PROBLEM: For each line in the records that contains "Bernardstraße", make a copy.

DATASET EXCERPTS:

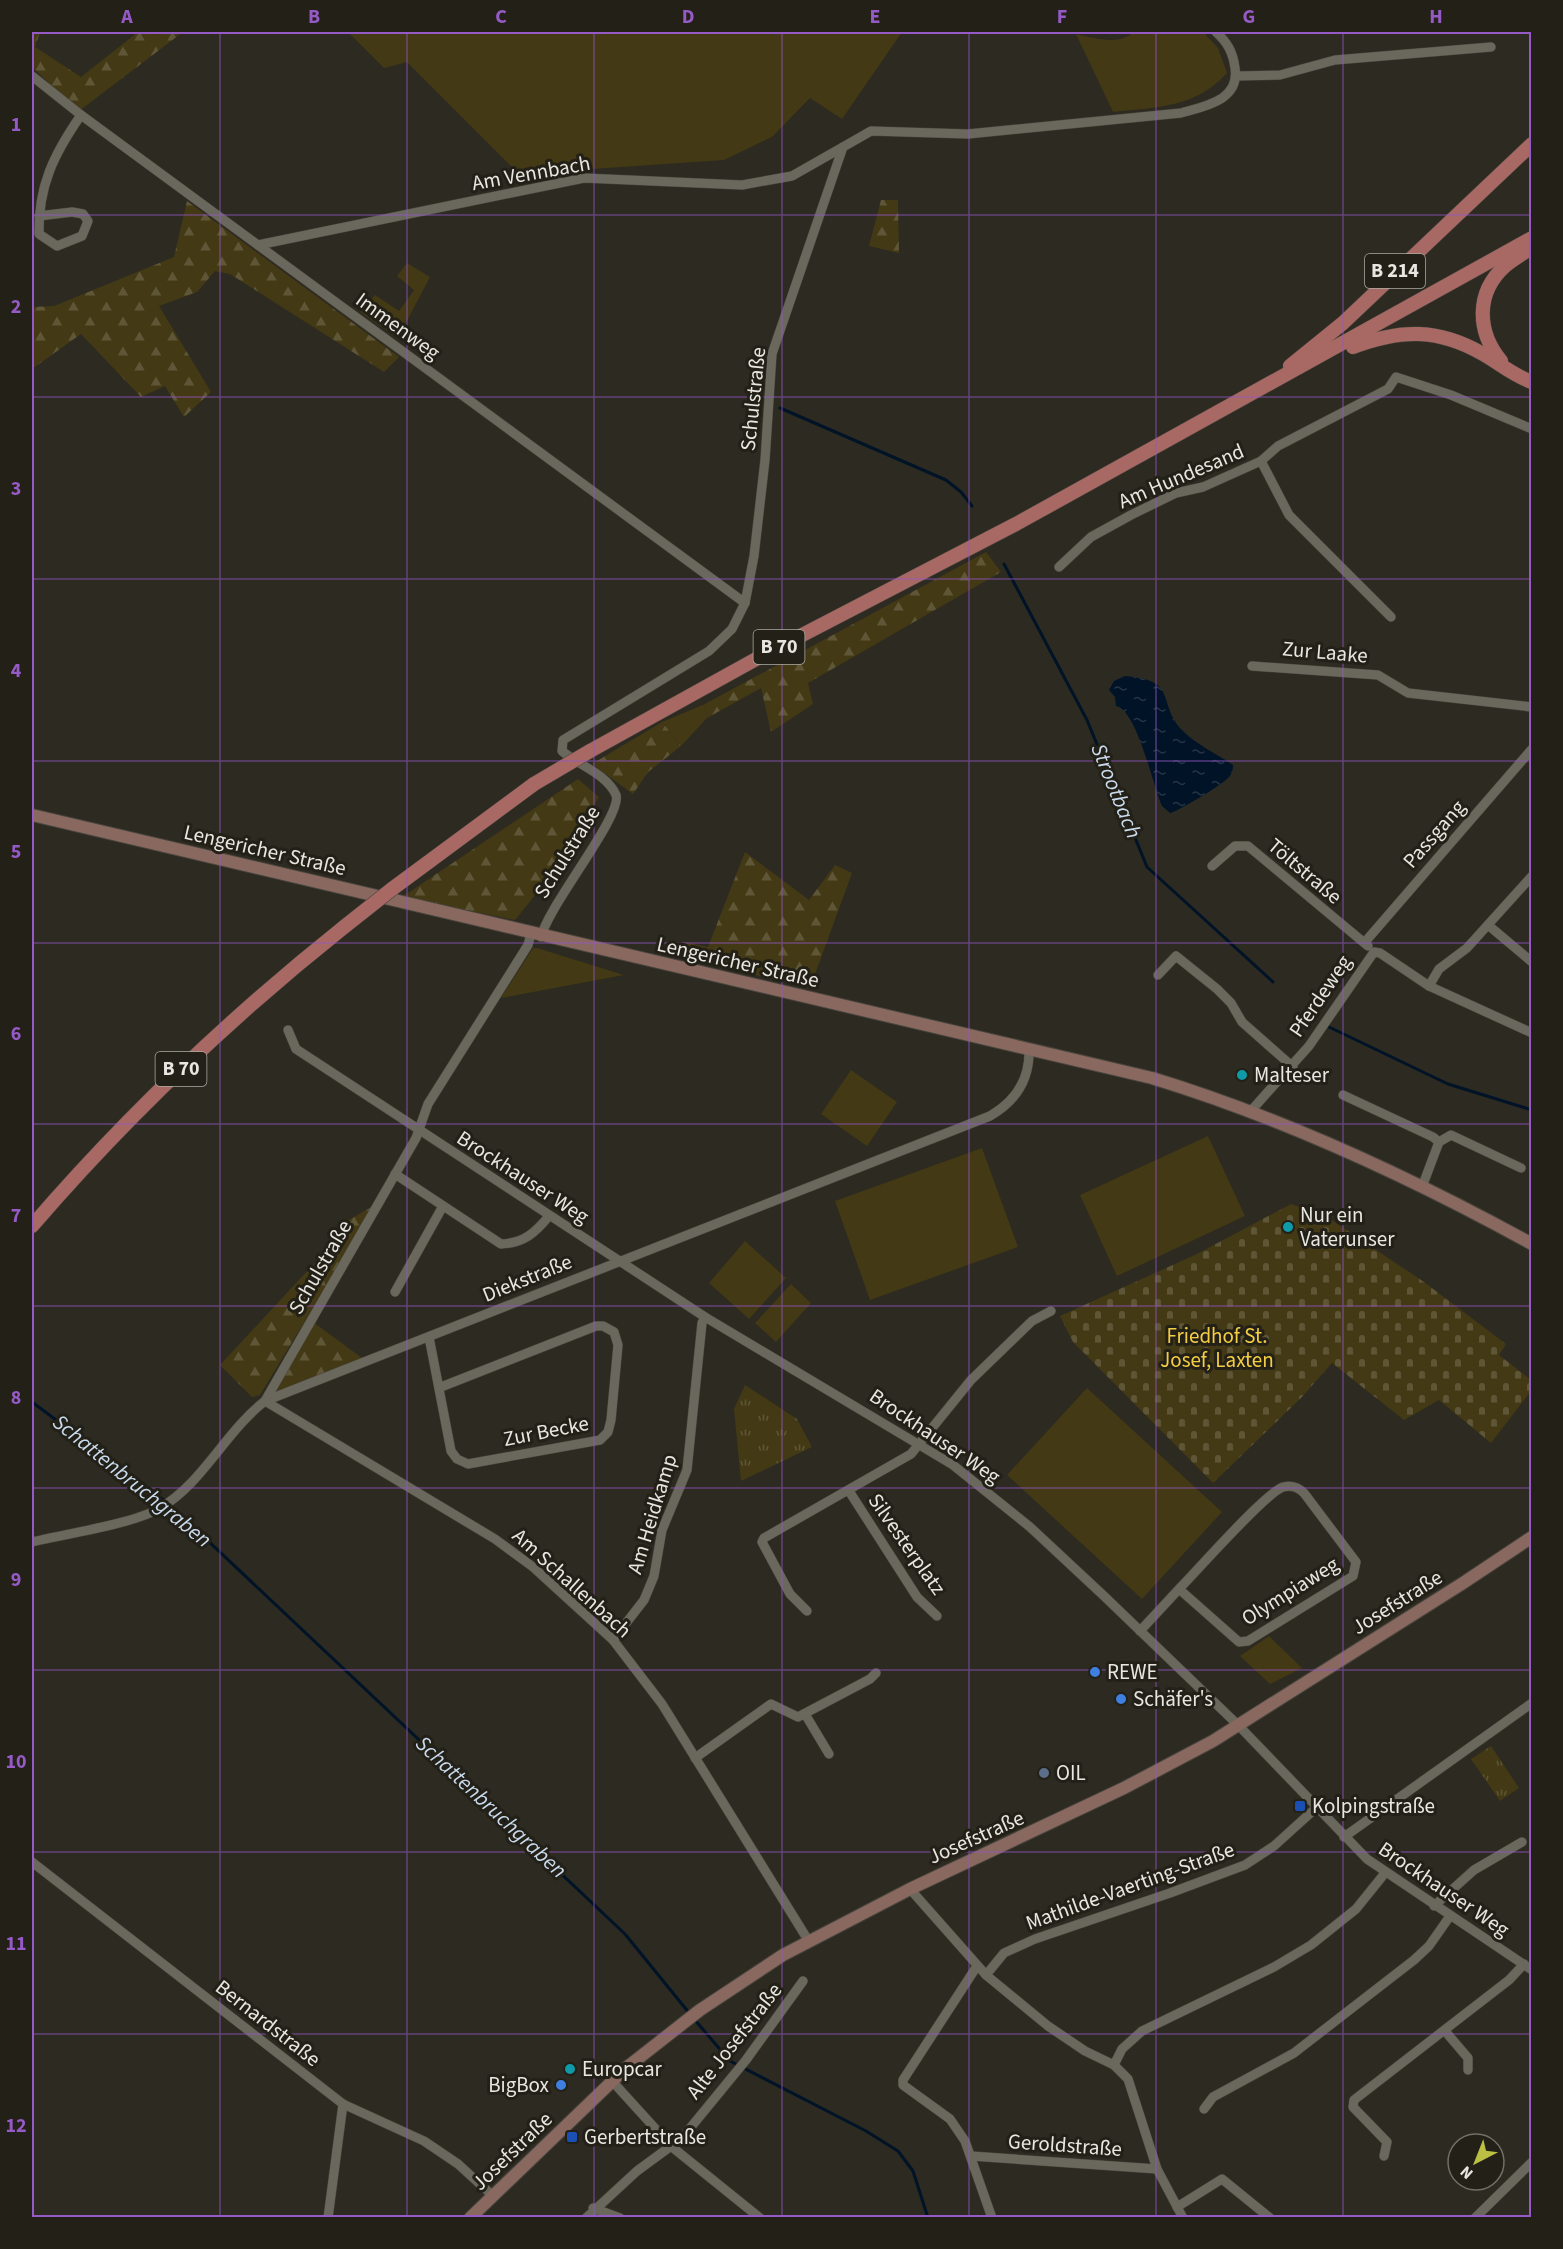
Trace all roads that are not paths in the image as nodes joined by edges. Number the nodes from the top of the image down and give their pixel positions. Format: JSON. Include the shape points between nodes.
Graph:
{"nodes":[{"id":1,"x":1216,"y":32,"type":"edge"},
{"id":2,"x":1491,"y":47,"type":"dead end"},
{"id":3,"x":32,"y":76,"type":"edge"},
{"id":4,"x":1236,"y":76,"type":"junction"},
{"id":5,"x":81,"y":115,"type":"junction"},
{"id":6,"x":1532,"y":144,"type":"edge"},
{"id":7,"x":843,"y":147,"type":"junction"},
{"id":8,"x":39,"y":216,"type":"junction"},
{"id":9,"x":1532,"y":238,"type":"edge"},
{"id":10,"x":258,"y":245,"type":"junction"},
{"id":11,"x":1532,"y":248,"type":"edge"},
{"id":12,"x":1313,"y":361,"type":"junction"},
{"id":13,"x":1508,"y":370,"type":"junction"},
{"id":14,"x":1532,"y":382,"type":"edge"},
{"id":15,"x":1254,"y":393,"type":"junction"},
{"id":16,"x":1532,"y":429,"type":"edge"},
{"id":17,"x":1261,"y":461,"type":"junction"},
{"id":18,"x":1059,"y":567,"type":"dead end"},
{"id":19,"x":745,"y":603,"type":"junction"},
{"id":20,"x":1391,"y":617,"type":"dead end"},
{"id":21,"x":1252,"y":666,"type":"dead end"},
{"id":22,"x":1532,"y":707,"type":"edge"},
{"id":23,"x":1532,"y":749,"type":"edge"},
{"id":24,"x":32,"y":815,"type":"edge"},
{"id":25,"x":1212,"y":866,"type":"dead end"},
{"id":26,"x":1532,"y":876,"type":"edge"},
{"id":27,"x":1488,"y":926,"type":"junction"},
{"id":28,"x":536,"y":936,"type":"junction"},
{"id":29,"x":1365,"y":942,"type":"junction"},
{"id":30,"x":1374,"y":952,"type":"junction"},
{"id":31,"x":1532,"y":962,"type":"edge"},
{"id":32,"x":1158,"y":975,"type":"dead end"},
{"id":33,"x":1429,"y":986,"type":"junction"},
{"id":34,"x":288,"y":1030,"type":"dead end"},
{"id":35,"x":1532,"y":1033,"type":"edge"},
{"id":36,"x":1029,"y":1049,"type":"junction"},
{"id":37,"x":1293,"y":1067,"type":"junction"},
{"id":38,"x":1343,"y":1095,"type":"dead end"},
{"id":39,"x":1249,"y":1113,"type":"junction"},
{"id":40,"x":418,"y":1131,"type":"junction"},
{"id":41,"x":1439,"y":1142,"type":"junction"},
{"id":42,"x":1521,"y":1168,"type":"dead end"},
{"id":43,"x":395,"y":1174,"type":"junction"},
{"id":44,"x":1422,"y":1187,"type":"junction"},
{"id":45,"x":442,"y":1206,"type":"junction"},
{"id":46,"x":549,"y":1216,"type":"junction"},
{"id":47,"x":32,"y":1226,"type":"edge"},
{"id":48,"x":1532,"y":1244,"type":"edge"},
{"id":49,"x":619,"y":1261,"type":"junction"},
{"id":50,"x":395,"y":1292,"type":"dead end"},
{"id":51,"x":1051,"y":1311,"type":"dead end"},
{"id":52,"x":705,"y":1317,"type":"junction"},
{"id":53,"x":429,"y":1336,"type":"junction"},
{"id":54,"x":441,"y":1388,"type":"junction"},
{"id":55,"x":265,"y":1401,"type":"junction"},
{"id":56,"x":918,"y":1443,"type":"junction"},
{"id":57,"x":849,"y":1491,"type":"junction"},
{"id":58,"x":1532,"y":1537,"type":"edge"},
{"id":59,"x":32,"y":1542,"type":"edge"},
{"id":60,"x":1179,"y":1589,"type":"junction"},
{"id":61,"x":807,"y":1611,"type":"dead end"},
{"id":62,"x":937,"y":1616,"type":"dead end"},
{"id":63,"x":1140,"y":1631,"type":"junction"},
{"id":64,"x":613,"y":1640,"type":"junction"},
{"id":65,"x":876,"y":1673,"type":"dead end"},
{"id":66,"x":1532,"y":1703,"type":"edge"},
{"id":67,"x":805,"y":1714,"type":"junction"},
{"id":68,"x":1239,"y":1726,"type":"junction"},
{"id":69,"x":829,"y":1754,"type":"dead end"},
{"id":70,"x":694,"y":1758,"type":"junction"},
{"id":71,"x":1316,"y":1809,"type":"junction"},
{"id":72,"x":1344,"y":1837,"type":"junction"},
{"id":73,"x":1522,"y":1842,"type":"dead end"},
{"id":74,"x":32,"y":1862,"type":"edge"},
{"id":75,"x":1385,"y":1873,"type":"junction"},
{"id":76,"x":910,"y":1889,"type":"junction"},
{"id":77,"x":1434,"y":1906,"type":"junction"},
{"id":78,"x":1450,"y":1916,"type":"junction"},
{"id":79,"x":808,"y":1940,"type":"junction"},
{"id":80,"x":977,"y":1966,"type":"junction"},
{"id":81,"x":1528,"y":1967,"type":"edge"},
{"id":82,"x":986,"y":1975,"type":"junction"},
{"id":83,"x":803,"y":1981,"type":"dead end"},
{"id":84,"x":1444,"y":2031,"type":"junction"},
{"id":85,"x":1114,"y":2065,"type":"junction"},
{"id":86,"x":1468,"y":2070,"type":"dead end"},
{"id":87,"x":612,"y":2081,"type":"junction"},
{"id":88,"x":343,"y":2104,"type":"junction"},
{"id":89,"x":1204,"y":2109,"type":"dead end"},
{"id":90,"x":672,"y":2147,"type":"junction"},
{"id":91,"x":971,"y":2156,"type":"junction"},
{"id":92,"x":1384,"y":2156,"type":"dead end"},
{"id":93,"x":1532,"y":2163,"type":"edge"},
{"id":94,"x":1157,"y":2169,"type":"junction"},
{"id":95,"x":493,"y":2196,"type":"junction"},
{"id":96,"x":1177,"y":2207,"type":"junction"},
{"id":97,"x":593,"y":2208,"type":"junction"},
{"id":98,"x":328,"y":2217,"type":"edge"},
{"id":99,"x":470,"y":2217,"type":"edge"},
{"id":100,"x":586,"y":2217,"type":"edge"},
{"id":101,"x":620,"y":2217,"type":"edge"},
{"id":102,"x":760,"y":2217,"type":"edge"},
{"id":103,"x":992,"y":2217,"type":"edge"},
{"id":104,"x":1183,"y":2217,"type":"edge"},
{"id":105,"x":1270,"y":2217,"type":"edge"},
{"id":106,"x":1475,"y":2217,"type":"edge"}],
"edges":[{"from":1,"to":4,"type":"street","via":[[1234,56]]},
{"from":2,"to":4,"type":"street","via":[[1335,60],[1280,75]]},
{"from":3,"to":5,"type":"street","name":"Immenweg"},
{"from":4,"to":7,"type":"street","via":[[1234,87],[1224,97],[1181,113],[968,134],[871,131]]},
{"from":5,"to":8,"type":"street","via":[[57,150],[38,208]]},
{"from":5,"to":10,"type":"street","name":"Immenweg"},
{"from":6,"to":15,"type":"main road","number":"B 214","via":[[1343,323]]},
{"from":7,"to":10,"type":"street","name":"Am Vennbach","via":[[792,176],[742,185],[584,178]]},
{"from":7,"to":19,"type":"street","name":"Schulstraße","via":[[772,354],[765,460]]},
{"from":8,"to":8,"type":"street","via":[[39,234],[57,246],[82,236],[88,221],[83,214],[72,212]]},
{"from":9,"to":12,"type":"main road","number":"B 70"},
{"from":10,"to":19,"type":"street","name":"Immenweg"},
{"from":11,"to":13,"type":"main road","via":[[1504,266],[1489,285],[1482,303],[1484,333]]},
{"from":12,"to":13,"type":"main road","via":[[1368,341],[1414,332],[1460,341]]},
{"from":12,"to":15,"type":"main road","number":"B 70"},
{"from":13,"to":14,"type":"main road"},
{"from":15,"to":47,"type":"main road","number":"B 70","bridge":true,"via":[[1016,524],[758,658],[534,784],[286,973],[158,1090]]},
{"from":16,"to":17,"type":"street","name":"Am Hundesand","via":[[1396,377],[1388,389],[1278,446]]},
{"from":17,"to":18,"type":"street","name":"Am Hundesand","via":[[1203,487],[1176,493],[1131,515],[1091,537]]},
{"from":17,"to":20,"type":"street","name":"Am Hundesand","via":[[1289,515]]},
{"from":19,"to":28,"type":"street","name":"Schulstraße","via":[[732,629],[709,651],[563,740],[562,751],[607,784],[617,802],[609,822]]},
{"from":21,"to":22,"type":"street","name":"Zur Laake","via":[[1377,675],[1408,693]]},
{"from":23,"to":29,"type":"street","name":"Passgang"},
{"from":24,"to":28,"type":"main road","name":"Lengericher Straße"},
{"from":25,"to":29,"type":"street","name":"Töltstraße","via":[[1235,846],[1248,846]]},
{"from":26,"to":27,"type":"street"},
{"from":27,"to":31,"type":"street"},
{"from":27,"to":33,"type":"street","via":[[1439,969]]},
{"from":28,"to":36,"type":"main road","name":"Lengericher Straße"},
{"from":28,"to":40,"type":"street","name":"Schulstraße","via":[[428,1104]]},
{"from":29,"to":30,"type":"street","name":"Töltstraße"},
{"from":30,"to":33,"type":"street","name":"Pferdeweg","via":[[1380,952]]},
{"from":30,"to":37,"type":"street","name":"Pferdeweg"},
{"from":32,"to":37,"type":"street","via":[[1176,956],[1217,988],[1242,1022]]},
{"from":33,"to":35,"type":"street","name":"Pferdeweg"},
{"from":34,"to":40,"type":"street","name":"Brockhauser Weg","via":[[297,1049]]},
{"from":36,"to":39,"type":"main road","name":"Lengericher Straße","via":[[1152,1078]]},
{"from":36,"to":49,"type":"street","name":"Diekstraße","via":[[1026,1080],[1009,1103],[990,1116]]},
{"from":37,"to":39,"type":"street","name":"Pferdeweg"},
{"from":38,"to":41,"type":"street"},
{"from":39,"to":44,"type":"main road","name":"Lengericher Straße"},
{"from":40,"to":43,"type":"street","name":"Schulstraße"},
{"from":40,"to":46,"type":"street","name":"Brockhauser Weg"},
{"from":41,"to":42,"type":"street","via":[[1451,1135]]},
{"from":41,"to":44,"type":"street"},
{"from":43,"to":45,"type":"street"},
{"from":43,"to":55,"type":"street","name":"Schulstraße"},
{"from":44,"to":48,"type":"main road","name":"Lengericher Straße"},
{"from":45,"to":46,"type":"street","via":[[501,1244],[525,1240]]},
{"from":45,"to":50,"type":"street"},
{"from":46,"to":49,"type":"street","name":"Brockhauser Weg"},
{"from":49,"to":52,"type":"street","name":"Brockhauser Weg"},
{"from":49,"to":53,"type":"street","name":"Diekstraße"},
{"from":51,"to":56,"type":"street","name":"Silvesterplatz","via":[[1032,1321],[1003,1347]]},
{"from":52,"to":56,"type":"street","name":"Brockhauser Weg"},
{"from":52,"to":64,"type":"street","name":"Am Heidkamp","via":[[687,1470],[662,1530],[654,1576],[644,1600]]},
{"from":53,"to":54,"type":"street","name":"Zur Becke"},
{"from":53,"to":55,"type":"street","name":"Diekstraße"},
{"from":54,"to":54,"type":"street","name":"Zur Becke","via":[[451,1451],[468,1464],[600,1440],[608,1432],[611,1420],[618,1345],[614,1332],[596,1326]]},
{"from":55,"to":59,"type":"street","name":"Diekstraße","via":[[162,1508]]},
{"from":55,"to":64,"type":"street","name":"Am Schallenbach","via":[[495,1539],[533,1567]]},
{"from":56,"to":57,"type":"street","name":"Silvesterplatz","via":[[911,1454]]},
{"from":56,"to":63,"type":"street","name":"Brockhauser Weg","via":[[991,1494]]},
{"from":57,"to":61,"type":"street","name":"Silvesterplatz","via":[[762,1542],[790,1594]]},
{"from":57,"to":62,"type":"street","name":"Silvesterplatz","via":[[917,1597]]},
{"from":58,"to":68,"type":"main road","name":"Josefstraße"},
{"from":60,"to":60,"type":"street","name":"Olympiaweg","via":[[1229,1635],[1239,1642],[1248,1641],[1353,1576],[1356,1562],[1304,1493],[1299,1488],[1285,1487],[1264,1501]]},
{"from":60,"to":63,"type":"street","name":"Olympiaweg"},
{"from":63,"to":68,"type":"street","name":"Brockhauser Weg"},
{"from":64,"to":70,"type":"street","name":"Am Schallenbach","via":[[662,1704]]},
{"from":65,"to":67,"type":"street"},
{"from":66,"to":72,"type":"street"},
{"from":67,"to":69,"type":"street"},
{"from":67,"to":70,"type":"street","via":[[798,1717],[771,1704]]},
{"from":68,"to":71,"type":"street","name":"Brockhauser Weg"},
{"from":68,"to":76,"type":"main road","name":"Josefstraße","via":[[1114,1794]]},
{"from":70,"to":79,"type":"street","name":"Am Schallenbach"},
{"from":71,"to":72,"type":"street","name":"Brockhauser Weg"},
{"from":71,"to":82,"type":"street","name":"Mathilde-Vaerting-Straße","via":[[1274,1846],[1245,1865],[1035,1939],[1004,1953]]},
{"from":72,"to":75,"type":"street","name":"Brockhauser Weg"},
{"from":73,"to":77,"type":"street","via":[[1474,1870]]},
{"from":74,"to":88,"type":"street","name":"Bernardstraße"},
{"from":75,"to":77,"type":"street","name":"Brockhauser Weg"},
{"from":75,"to":85,"type":"street","via":[[1356,1909],[1311,1945],[1142,2031],[1122,2049]]},
{"from":76,"to":79,"type":"main road","name":"Josefstraße"},
{"from":76,"to":80,"type":"street"},
{"from":77,"to":78,"type":"street","name":"Brockhauser Weg"},
{"from":78,"to":81,"type":"street","name":"Brockhauser Weg"},
{"from":78,"to":89,"type":"street","via":[[1429,1946],[1397,1974],[1294,2053],[1213,2097]]},
{"from":79,"to":87,"type":"main road","name":"Josefstraße","via":[[686,2020]]},
{"from":80,"to":82,"type":"street"},
{"from":80,"to":91,"type":"street","via":[[903,2080],[908,2089],[950,2119]]},
{"from":81,"to":84,"type":"street"},
{"from":82,"to":85,"type":"street","via":[[1068,2041]]},
{"from":83,"to":90,"type":"street","name":"Alte Josefstraße","via":[[736,2073]]},
{"from":84,"to":86,"type":"street","via":[[1468,2058]]},
{"from":84,"to":92,"type":"street","via":[[1352,2103],[1387,2142]]},
{"from":85,"to":94,"type":"street","via":[[1128,2079]]},
{"from":87,"to":90,"type":"street"},
{"from":87,"to":95,"type":"main road","name":"Josefstraße"},
{"from":88,"to":95,"type":"street","name":"Bernardstraße","via":[[424,2141],[458,2164]]},
{"from":88,"to":98,"type":"street"},
{"from":90,"to":97,"type":"street","name":"Alte Josefstraße"},
{"from":90,"to":102,"type":"street"},
{"from":91,"to":94,"type":"street","name":"Geroldstraße"},
{"from":91,"to":103,"type":"street"},
{"from":93,"to":106,"type":"street"},
{"from":94,"to":96,"type":"street"},
{"from":95,"to":99,"type":"main road","name":"Josefstraße"},
{"from":96,"to":104,"type":"street"},
{"from":96,"to":105,"type":"street","via":[[1222,2179]]},
{"from":97,"to":100,"type":"street","name":"Alte Josefstraße"},
{"from":97,"to":101,"type":"street"}]}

WRITTEN SOLUTION:
{"from":74,"to":88,"type":"street","name":"Bernardstraße"},
{"from":88,"to":95,"type":"street","name":"Bernardstraße","via":[[424,2141],[458,2164]]},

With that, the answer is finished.